Although all seven Mecury astronauts were excellent pilots with remarkable military careers, NASA's scientists had originally intended them to be relatively tame test subjects, to demonstrate feasibility of human space flight. Instead, they became celebrities of the Cold War, were honoured their entire lives, and each profitted substantially in professional and personal ways that few might have anticipated in the late 1950s. Glenn became a US Senator, for example.
Tom Wolfe's 1979 book The Right Stuff tells an unvarnished version of the space program selection process and the impact it had on the Mecury astronauts, as well as test-pilots such as Chuck Yeager (most famously known as the first man to fly faster than the speed of sound in 1947, and still alive in late 2016). Wolfe offers a broad thesis about these men as masculine warriors, who must be publicly celebrated before battle. In this case, they must go forth and wrestle with the forces of nature itself. Hence, they must have "the right stuff". In 1983, the best-selling book was adapted into an excellent movie, though both offer embellishments and fictionalizations of history, preferring a good yarn now and then to documented fact.
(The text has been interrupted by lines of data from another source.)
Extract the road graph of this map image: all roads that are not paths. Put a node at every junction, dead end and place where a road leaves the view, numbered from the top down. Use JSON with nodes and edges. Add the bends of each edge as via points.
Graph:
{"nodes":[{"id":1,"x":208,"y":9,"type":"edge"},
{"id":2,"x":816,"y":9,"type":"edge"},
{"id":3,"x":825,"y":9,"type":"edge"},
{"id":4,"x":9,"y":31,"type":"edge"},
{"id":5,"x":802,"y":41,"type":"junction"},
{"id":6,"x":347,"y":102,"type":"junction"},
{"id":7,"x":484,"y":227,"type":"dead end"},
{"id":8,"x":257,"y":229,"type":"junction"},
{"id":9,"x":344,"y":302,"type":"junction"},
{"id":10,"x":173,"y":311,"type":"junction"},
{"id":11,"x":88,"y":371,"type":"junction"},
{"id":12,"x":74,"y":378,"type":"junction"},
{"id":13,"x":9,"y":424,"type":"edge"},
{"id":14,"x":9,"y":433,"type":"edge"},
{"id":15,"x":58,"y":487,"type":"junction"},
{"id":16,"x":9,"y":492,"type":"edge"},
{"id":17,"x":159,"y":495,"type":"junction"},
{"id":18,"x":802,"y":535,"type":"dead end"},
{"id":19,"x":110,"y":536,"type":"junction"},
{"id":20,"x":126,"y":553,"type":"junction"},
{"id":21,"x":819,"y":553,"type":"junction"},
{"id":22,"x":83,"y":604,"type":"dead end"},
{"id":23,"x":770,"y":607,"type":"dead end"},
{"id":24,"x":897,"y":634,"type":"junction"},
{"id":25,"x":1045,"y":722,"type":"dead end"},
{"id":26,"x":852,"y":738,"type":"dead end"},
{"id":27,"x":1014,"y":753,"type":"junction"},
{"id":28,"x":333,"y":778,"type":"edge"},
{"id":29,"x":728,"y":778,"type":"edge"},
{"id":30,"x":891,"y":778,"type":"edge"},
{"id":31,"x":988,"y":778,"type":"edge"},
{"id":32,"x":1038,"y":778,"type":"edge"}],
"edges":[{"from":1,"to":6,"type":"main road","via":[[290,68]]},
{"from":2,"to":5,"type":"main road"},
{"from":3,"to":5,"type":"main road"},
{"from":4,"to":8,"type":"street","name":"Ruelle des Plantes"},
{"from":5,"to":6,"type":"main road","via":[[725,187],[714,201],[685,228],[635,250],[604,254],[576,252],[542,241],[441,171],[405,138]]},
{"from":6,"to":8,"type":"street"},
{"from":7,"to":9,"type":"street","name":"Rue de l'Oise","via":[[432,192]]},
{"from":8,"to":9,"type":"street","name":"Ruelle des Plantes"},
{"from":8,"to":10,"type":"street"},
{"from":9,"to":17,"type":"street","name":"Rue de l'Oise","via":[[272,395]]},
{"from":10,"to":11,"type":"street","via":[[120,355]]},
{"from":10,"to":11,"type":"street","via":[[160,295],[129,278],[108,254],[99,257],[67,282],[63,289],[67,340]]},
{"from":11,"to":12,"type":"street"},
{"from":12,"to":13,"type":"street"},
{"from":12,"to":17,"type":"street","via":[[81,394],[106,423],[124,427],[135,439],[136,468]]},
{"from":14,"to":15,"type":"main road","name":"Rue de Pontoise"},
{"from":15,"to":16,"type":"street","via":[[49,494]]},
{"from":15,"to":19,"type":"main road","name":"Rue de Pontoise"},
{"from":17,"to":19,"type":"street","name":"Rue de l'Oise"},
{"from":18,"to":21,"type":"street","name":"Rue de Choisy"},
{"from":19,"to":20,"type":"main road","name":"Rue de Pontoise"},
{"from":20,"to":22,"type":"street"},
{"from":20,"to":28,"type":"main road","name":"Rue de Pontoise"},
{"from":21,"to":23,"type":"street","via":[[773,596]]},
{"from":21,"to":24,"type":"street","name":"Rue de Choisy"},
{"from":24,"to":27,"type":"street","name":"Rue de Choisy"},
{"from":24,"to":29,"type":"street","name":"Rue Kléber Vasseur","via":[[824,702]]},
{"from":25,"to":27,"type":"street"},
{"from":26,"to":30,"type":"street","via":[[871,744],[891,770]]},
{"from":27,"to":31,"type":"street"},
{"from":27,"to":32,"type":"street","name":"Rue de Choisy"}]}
To draw this back to an STV-like lesson, I think what I would point out is how the Mecury Seven offers a wonderful illustration of the ways by which we elevate our technological heroes over others who contribute at least as much, if not more, to change. The astronauts, whether or not they had "the right stuff", were not rocket scientists (lest we forget Wehrner von Braunn, the Nazi scientist who did help the Americans build rockets after WWII). They did not assemble the capsule, or engines, or calculate their own trajectories. Other men and women did. They were chosen by NASA, but the selection process itself was rather arbitrary, because nobody really knew was a good astronaut looked like, and deliberately excluded women. And, as the film version of The Right Stuff dramatized, they really weren't meant to pilot the Mecury capsule at all. They were to be "spam in a can", test subjects or guinea pigs, not warrior pilots. Their celebrity was manufactured by the American press.
Which is, I think, a major problem with technology and change. We have a strong tendency to elevate--literally, in this case--our heroes, and forget about the contributions of everyone else involved. I haven't seen many eulogies for the tens of thousands of people also involved in Mecury. And a misplaced sense of history like this corrupts our view of change, laying it at the feet of a handful of elite "warriors", instead of holding it our own hands.
Not that you'd catch me on top of a giant candle waiting for it to explode into the upper atmosphere. I won't deny that some women and men may hold "the right stuff" to be a test-pilot, but surely there are other kinds of "right stuff" to keep in mind in our stories.